Collected data entries

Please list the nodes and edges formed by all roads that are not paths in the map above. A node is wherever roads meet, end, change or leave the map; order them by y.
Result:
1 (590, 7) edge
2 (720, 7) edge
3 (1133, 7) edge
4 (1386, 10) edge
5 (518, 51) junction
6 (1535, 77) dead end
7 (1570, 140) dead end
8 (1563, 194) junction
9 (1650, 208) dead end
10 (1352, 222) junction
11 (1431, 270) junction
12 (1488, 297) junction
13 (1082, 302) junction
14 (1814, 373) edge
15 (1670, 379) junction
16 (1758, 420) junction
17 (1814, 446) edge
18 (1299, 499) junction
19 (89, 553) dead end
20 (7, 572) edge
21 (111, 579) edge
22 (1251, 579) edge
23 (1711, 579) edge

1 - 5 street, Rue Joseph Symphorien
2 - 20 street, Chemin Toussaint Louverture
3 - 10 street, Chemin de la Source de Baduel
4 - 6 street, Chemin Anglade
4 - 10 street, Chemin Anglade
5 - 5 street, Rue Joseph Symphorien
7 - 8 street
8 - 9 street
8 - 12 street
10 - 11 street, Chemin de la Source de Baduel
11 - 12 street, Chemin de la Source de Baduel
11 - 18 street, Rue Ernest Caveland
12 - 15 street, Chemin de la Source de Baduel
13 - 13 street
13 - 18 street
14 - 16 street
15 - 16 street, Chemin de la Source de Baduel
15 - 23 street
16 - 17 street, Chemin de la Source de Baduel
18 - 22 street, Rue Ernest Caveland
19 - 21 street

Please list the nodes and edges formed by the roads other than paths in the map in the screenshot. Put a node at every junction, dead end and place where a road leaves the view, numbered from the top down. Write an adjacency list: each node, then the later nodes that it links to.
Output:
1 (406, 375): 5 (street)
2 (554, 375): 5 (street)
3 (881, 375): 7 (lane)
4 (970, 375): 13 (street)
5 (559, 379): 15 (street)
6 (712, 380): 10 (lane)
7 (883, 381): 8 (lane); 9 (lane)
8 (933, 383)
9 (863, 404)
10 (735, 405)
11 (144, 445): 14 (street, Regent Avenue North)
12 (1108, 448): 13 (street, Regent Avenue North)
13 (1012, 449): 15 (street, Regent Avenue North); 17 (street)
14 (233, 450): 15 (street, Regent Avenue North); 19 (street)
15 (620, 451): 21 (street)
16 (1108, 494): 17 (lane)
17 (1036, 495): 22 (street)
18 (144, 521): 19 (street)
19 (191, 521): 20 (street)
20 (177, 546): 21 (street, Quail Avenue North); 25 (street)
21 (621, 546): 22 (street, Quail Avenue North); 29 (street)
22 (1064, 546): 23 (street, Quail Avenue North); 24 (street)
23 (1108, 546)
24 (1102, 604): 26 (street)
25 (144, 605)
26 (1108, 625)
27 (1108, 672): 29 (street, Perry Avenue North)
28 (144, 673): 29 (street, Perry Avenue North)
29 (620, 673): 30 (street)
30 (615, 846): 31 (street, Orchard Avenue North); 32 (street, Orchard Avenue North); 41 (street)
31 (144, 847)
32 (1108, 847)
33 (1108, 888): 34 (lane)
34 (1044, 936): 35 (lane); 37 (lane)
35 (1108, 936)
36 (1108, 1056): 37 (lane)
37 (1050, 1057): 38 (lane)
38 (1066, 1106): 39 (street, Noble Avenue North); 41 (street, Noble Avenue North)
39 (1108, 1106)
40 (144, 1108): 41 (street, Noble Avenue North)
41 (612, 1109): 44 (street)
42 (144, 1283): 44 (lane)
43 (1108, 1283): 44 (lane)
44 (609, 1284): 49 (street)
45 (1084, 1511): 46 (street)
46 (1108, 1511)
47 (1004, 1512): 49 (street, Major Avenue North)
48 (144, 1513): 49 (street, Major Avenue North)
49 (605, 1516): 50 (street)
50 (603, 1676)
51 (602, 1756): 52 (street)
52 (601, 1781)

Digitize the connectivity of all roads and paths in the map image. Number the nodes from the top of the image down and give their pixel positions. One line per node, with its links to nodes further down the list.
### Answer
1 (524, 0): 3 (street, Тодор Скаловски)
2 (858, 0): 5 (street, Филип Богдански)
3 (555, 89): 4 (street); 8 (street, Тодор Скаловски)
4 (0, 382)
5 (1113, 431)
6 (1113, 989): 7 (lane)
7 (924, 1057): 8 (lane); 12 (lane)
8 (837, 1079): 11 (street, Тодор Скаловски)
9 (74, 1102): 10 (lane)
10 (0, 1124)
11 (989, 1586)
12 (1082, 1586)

• **Task statement**
Looking at the entries above, work out how many lines include the word "paths" and reply with that number alone.

• **Response**
3